If $\text{ord}_p(\beta) = 0$, is $\text{ord}_{\mathfrak{p}}(\alpha) = 0$ also? Why? What is the general relationship between $\text{ord}_p(\beta)$ and $\text{ord}_{\mathfrak{p}}(\alpha)$?

I know that if $\mathfrak{p}$ stands for a prime ideal of $K$ above $p$, if $g_{\mathfrak{p}}$ is the irreducible factor of $g$ in $\mathbb{Q}_p[t]$ which corresponds to $\mathfrak{p}$, and if $\phi^{(\cdot)}$ is any root of $g_{\mathfrak{p}}$, then for any $x \in K$ $$ \frac{1}{e}\text{ord}_{\mathfrak{p}}(x) = \text{ord}_p(\sigma(x)), $$ where $e$ is the ramification index of $\mathfrak{p}$ over $p$ and $\sigma$ is the embedding of $K$ into $\mathbb{Q}_p(\phi^{(\cdot)})$ that maps $\theta$ to $\phi^{(\cdot)}$ and fixes $\mathbb{Q}$ pointwise.
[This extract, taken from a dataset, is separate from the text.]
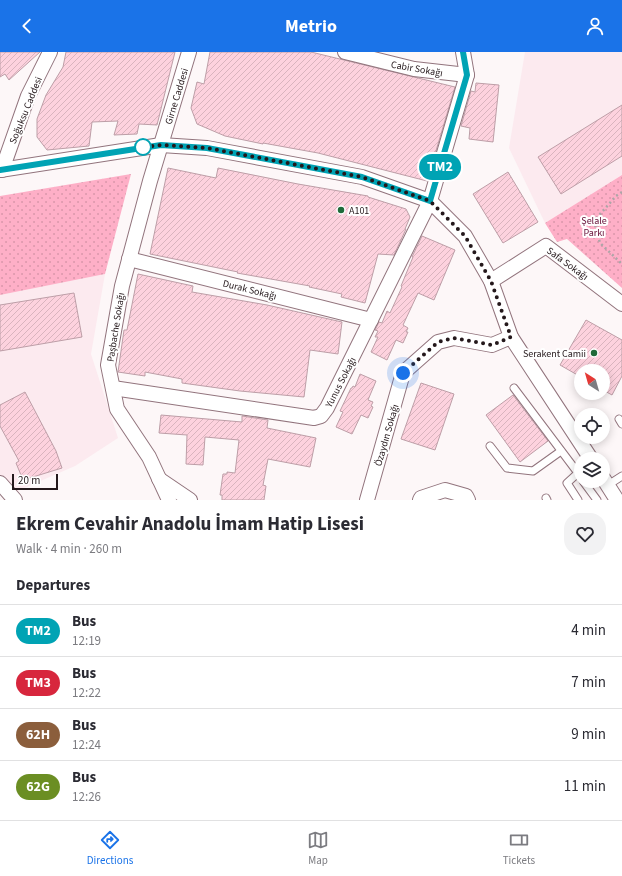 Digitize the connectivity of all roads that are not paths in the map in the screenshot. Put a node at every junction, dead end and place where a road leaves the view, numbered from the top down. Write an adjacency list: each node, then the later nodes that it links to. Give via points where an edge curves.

I have a feeling that I can view $\beta$ as the image of $\alpha$ under some embedding (there is an obvious candidate) and get a similar formula relating $\text{ord}_p(\beta)$ and $\text{ord}_{\mathfrak{p}}(\alpha)$, but I am having trouble proving this or making it concrete.

Can someone please help?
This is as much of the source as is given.